Manovra, Lombardo: "I 22.500 precari sono salvi"

Lo ha detto il governatore della Regione siciliana commentando l'approvazione in Senato dell'emendamento sui lavoratori degli enti locali

PALERMO. "I precari degli enti locali siciliani sono salvi. E' inconcepibile che si continuino ad alimentare sterili ed inutili polemiche di bassissimo livello proprio nel giorno in cui dalla Sicilia dovrebbero levarsi alte le voci di soddisfazione per essere riusciti a raggiungere il risultato della salvaguardia del lavoro e della vita stessa di 22.500 famiglie". Lo ha detto il presidente della Regione siciliana, Raffaele Lombardo, commentando l'approvazione in Senato dell'emendamento sui precari siciliani contenuto nella manovra esitata dal Senato. "Questo - ha aggiunto - grazie al dispiegamento di una fitta ed efficace rete diplomatica tra governo regionale e ministero dell'Economia, fatta di tavoli tecnici e confronti.
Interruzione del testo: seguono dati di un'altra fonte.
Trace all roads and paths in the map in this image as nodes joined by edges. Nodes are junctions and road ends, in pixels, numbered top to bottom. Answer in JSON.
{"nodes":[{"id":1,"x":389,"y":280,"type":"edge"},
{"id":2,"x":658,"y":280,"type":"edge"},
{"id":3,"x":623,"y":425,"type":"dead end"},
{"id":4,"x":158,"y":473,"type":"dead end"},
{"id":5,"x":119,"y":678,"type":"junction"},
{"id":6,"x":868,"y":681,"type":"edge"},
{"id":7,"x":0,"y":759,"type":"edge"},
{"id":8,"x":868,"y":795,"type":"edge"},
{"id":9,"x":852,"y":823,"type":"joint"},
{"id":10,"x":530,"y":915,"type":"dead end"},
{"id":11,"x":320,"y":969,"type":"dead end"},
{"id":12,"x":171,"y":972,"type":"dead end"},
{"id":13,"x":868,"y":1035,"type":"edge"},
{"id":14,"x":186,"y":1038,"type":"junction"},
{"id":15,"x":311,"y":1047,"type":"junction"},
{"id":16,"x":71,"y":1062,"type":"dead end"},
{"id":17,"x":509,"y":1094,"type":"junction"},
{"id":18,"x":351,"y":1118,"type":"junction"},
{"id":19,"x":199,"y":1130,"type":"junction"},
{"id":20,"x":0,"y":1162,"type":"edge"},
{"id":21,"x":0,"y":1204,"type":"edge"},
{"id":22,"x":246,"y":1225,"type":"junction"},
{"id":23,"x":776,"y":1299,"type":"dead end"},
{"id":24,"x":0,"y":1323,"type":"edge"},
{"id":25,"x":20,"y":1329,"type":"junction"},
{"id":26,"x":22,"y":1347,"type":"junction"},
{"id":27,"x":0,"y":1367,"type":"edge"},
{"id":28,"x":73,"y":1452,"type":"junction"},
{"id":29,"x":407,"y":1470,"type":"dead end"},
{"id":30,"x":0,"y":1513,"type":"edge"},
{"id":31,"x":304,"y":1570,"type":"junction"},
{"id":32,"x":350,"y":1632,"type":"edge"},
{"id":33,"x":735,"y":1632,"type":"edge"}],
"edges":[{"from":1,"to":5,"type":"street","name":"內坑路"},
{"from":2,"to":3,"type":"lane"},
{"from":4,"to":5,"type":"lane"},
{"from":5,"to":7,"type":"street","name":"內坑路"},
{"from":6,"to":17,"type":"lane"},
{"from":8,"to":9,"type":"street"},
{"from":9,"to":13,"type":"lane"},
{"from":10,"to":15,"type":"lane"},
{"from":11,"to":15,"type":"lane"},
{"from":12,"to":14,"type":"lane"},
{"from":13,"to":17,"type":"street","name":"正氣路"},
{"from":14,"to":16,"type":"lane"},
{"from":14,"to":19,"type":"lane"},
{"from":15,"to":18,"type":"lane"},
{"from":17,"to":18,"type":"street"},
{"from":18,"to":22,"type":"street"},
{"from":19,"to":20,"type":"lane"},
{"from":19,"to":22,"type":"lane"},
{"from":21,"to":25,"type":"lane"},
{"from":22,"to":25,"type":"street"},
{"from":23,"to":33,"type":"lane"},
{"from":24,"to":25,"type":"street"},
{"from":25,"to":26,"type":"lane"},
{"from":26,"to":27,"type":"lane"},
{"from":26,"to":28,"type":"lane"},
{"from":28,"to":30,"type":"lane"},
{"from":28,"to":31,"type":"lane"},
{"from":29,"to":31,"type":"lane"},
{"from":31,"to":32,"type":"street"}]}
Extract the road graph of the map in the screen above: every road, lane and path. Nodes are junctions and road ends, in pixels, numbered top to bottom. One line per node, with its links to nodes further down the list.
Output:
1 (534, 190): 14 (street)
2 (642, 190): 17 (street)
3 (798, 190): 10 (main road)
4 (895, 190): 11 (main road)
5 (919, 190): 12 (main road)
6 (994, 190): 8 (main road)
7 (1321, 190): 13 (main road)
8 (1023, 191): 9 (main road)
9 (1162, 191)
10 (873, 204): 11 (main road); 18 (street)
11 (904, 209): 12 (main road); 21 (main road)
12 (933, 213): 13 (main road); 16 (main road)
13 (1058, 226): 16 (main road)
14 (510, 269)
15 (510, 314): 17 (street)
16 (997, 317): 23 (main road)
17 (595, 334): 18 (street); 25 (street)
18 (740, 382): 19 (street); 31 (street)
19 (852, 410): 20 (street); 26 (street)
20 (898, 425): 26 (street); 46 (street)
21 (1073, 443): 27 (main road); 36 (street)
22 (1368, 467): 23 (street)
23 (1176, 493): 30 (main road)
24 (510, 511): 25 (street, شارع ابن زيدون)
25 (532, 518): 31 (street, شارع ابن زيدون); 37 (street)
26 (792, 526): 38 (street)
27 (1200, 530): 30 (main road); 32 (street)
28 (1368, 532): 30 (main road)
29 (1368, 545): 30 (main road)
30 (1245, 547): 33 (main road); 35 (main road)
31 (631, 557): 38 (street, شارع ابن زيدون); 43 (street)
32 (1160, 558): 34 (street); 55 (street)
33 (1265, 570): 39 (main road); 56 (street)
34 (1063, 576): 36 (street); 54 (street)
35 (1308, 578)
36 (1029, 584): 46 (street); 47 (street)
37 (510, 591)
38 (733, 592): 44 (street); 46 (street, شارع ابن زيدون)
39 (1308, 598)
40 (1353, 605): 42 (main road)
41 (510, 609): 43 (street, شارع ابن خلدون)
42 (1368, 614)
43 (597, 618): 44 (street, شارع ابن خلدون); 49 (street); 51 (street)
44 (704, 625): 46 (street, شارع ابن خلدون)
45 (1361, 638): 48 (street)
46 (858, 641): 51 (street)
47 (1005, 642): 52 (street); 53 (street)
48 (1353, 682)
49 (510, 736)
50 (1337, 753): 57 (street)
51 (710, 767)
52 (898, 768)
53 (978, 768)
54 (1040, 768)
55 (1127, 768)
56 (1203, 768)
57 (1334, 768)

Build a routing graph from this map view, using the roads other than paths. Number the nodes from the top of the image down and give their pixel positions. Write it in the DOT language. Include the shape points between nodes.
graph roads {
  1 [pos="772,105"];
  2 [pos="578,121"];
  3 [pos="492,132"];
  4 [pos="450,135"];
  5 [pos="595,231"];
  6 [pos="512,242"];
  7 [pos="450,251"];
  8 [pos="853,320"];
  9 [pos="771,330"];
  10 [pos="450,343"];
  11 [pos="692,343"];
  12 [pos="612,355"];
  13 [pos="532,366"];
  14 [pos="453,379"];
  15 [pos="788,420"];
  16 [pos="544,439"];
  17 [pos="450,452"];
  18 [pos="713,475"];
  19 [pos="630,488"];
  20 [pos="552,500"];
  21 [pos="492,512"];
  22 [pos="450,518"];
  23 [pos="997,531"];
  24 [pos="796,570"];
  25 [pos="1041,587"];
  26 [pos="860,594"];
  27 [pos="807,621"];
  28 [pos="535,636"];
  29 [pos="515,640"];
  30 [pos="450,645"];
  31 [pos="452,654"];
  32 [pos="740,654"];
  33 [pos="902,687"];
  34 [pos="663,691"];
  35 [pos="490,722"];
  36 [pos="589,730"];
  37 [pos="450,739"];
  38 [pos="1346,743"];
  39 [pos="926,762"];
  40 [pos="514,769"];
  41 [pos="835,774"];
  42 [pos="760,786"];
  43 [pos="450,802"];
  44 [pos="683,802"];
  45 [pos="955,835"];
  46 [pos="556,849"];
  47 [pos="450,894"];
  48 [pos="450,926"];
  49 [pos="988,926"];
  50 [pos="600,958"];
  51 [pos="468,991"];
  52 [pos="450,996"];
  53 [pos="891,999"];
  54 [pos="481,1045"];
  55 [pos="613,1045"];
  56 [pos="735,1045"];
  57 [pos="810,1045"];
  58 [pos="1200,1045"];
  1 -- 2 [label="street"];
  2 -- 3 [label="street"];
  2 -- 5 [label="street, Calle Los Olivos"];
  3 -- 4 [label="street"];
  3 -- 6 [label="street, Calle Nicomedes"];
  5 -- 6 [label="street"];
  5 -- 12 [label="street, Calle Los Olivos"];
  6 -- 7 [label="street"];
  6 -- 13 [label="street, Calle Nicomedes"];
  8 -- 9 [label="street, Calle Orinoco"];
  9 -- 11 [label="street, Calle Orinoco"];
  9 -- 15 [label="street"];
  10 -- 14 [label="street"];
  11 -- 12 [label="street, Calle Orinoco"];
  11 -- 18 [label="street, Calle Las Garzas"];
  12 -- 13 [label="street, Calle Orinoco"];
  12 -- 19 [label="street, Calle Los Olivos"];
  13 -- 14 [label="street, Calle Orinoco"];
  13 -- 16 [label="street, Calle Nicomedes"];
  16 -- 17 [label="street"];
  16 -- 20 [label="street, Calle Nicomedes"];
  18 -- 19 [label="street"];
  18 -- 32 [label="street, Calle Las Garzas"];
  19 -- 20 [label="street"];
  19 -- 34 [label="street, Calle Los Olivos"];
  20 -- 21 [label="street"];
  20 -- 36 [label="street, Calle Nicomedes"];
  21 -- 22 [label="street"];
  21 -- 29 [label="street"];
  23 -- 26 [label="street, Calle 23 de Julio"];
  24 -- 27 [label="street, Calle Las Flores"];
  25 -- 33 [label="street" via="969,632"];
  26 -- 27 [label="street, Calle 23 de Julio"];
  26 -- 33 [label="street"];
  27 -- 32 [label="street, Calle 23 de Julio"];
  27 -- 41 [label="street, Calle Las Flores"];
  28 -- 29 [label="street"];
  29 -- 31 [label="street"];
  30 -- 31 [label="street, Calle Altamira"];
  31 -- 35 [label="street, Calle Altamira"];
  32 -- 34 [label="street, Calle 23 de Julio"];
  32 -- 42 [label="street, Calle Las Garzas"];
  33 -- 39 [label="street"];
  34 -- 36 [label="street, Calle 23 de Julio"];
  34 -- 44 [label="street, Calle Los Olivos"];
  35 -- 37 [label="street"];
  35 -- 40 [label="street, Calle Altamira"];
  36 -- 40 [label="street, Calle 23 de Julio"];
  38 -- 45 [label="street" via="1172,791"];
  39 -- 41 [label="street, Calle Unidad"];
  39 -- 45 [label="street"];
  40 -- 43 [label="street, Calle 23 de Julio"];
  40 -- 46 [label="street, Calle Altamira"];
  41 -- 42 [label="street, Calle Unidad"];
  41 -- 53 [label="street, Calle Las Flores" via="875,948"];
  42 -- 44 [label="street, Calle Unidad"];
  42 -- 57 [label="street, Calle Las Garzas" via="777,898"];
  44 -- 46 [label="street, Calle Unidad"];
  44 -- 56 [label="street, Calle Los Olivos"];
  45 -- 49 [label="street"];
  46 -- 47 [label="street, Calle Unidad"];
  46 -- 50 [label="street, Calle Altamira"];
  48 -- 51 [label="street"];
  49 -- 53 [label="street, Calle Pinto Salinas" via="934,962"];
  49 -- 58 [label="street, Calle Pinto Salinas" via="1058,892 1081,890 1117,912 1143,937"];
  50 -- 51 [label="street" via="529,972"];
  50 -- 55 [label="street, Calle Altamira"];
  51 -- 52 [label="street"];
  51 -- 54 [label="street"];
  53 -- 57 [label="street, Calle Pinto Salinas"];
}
La proroga dei precari inserita nel maxi-emendamento, approvato oggi dal Senato, non era il nostro obiettivo ultimo, anche perché i precari costituiscono una risorsa per gli enti locali, dove prestano servizi importanti". "Questo risultato - ha sottolineato il governatore della Sicilia - ci permette di lavorare con maggiore tranquillità alla risoluzione definitiva della questione dei precari, che passa necessariamente attraverso la completa e definitiva stabilizzazione di queste persone, per assicurare, a loro e alle loro famiglie, la certezza del lavoro e per sottrarli definitivamente al perenne ricatto di certa politica". "Suggerirei a quanti continuano a polemizzare sul nulla - ha concluso - di esercitarsi con la stessa lena ed il medesimo impegno a lavorare per il bene della Sicilia e dei siciliani".